• PROBLEM REQUIREMENTS: After locating the line with "index pip: (1188, 767)", reproduce that line and every one following it exactly, up to the end of the entries.

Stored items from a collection
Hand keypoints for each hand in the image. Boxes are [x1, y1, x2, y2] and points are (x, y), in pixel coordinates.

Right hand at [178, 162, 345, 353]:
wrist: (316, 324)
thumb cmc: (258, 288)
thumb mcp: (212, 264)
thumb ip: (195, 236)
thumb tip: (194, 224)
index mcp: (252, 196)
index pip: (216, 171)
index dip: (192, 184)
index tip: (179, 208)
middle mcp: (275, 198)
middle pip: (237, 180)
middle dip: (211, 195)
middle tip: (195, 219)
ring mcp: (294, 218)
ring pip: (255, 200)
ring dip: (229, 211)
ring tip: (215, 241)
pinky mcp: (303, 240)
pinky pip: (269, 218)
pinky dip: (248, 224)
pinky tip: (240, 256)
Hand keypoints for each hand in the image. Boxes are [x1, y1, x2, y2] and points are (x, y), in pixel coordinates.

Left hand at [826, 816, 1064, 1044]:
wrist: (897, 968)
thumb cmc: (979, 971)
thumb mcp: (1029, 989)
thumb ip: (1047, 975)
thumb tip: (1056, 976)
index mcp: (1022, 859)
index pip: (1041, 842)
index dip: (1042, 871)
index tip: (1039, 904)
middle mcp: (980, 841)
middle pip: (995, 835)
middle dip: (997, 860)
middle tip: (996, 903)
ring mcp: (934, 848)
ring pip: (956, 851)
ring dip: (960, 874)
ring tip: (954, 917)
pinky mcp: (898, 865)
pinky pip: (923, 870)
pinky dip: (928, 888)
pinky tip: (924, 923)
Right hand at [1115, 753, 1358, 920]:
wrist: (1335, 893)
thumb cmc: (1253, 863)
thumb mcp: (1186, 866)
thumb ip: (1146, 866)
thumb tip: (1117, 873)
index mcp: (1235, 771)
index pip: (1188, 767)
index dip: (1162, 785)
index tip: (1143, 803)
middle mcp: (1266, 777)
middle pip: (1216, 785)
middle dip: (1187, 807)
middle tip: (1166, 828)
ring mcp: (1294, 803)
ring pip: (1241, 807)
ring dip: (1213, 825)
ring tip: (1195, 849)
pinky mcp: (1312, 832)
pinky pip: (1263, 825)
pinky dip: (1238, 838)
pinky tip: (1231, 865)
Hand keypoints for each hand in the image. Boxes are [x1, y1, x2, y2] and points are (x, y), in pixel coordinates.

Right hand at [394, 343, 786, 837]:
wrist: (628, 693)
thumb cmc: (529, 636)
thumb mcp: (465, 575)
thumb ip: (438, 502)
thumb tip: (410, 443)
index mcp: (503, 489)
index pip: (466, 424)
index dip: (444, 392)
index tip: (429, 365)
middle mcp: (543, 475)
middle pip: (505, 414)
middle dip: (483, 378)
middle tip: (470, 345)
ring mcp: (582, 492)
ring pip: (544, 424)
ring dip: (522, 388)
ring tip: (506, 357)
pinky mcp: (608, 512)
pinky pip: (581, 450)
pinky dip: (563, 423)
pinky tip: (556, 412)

• YOUR RESPONSE:
index pip: (1188, 767)
index dip: (1162, 785)
index tip: (1143, 803)
middle mcp: (1266, 777)
middle pip: (1216, 785)
middle dip: (1187, 807)
middle tip: (1166, 828)
ring mcp: (1294, 803)
ring pip: (1241, 807)
ring dip: (1213, 825)
ring tip: (1195, 849)
pinky mcp: (1312, 832)
pinky pip: (1263, 825)
pinky dip: (1238, 838)
pinky tip: (1231, 865)
Hand keypoints for each hand in the image. Boxes are [x1, y1, x2, y2] and points are (x, y), in pixel coordinates.

Right hand at [394, 343, 786, 837]:
wrist: (628, 693)
thumb cmc: (529, 636)
thumb mcp: (465, 575)
thumb ip: (438, 502)
thumb tip: (410, 443)
index mcp: (503, 489)
index pip: (466, 424)
index dip: (444, 392)
index tip: (429, 365)
middle mcp: (543, 475)
middle pip: (505, 414)
middle dip: (483, 378)
middle tip: (470, 345)
ring mcp: (582, 492)
ring pip: (544, 424)
ring dip: (522, 388)
ring tip: (506, 357)
pinky mcp: (608, 512)
pinky pip: (581, 450)
pinky dip: (563, 423)
pinky tip: (556, 412)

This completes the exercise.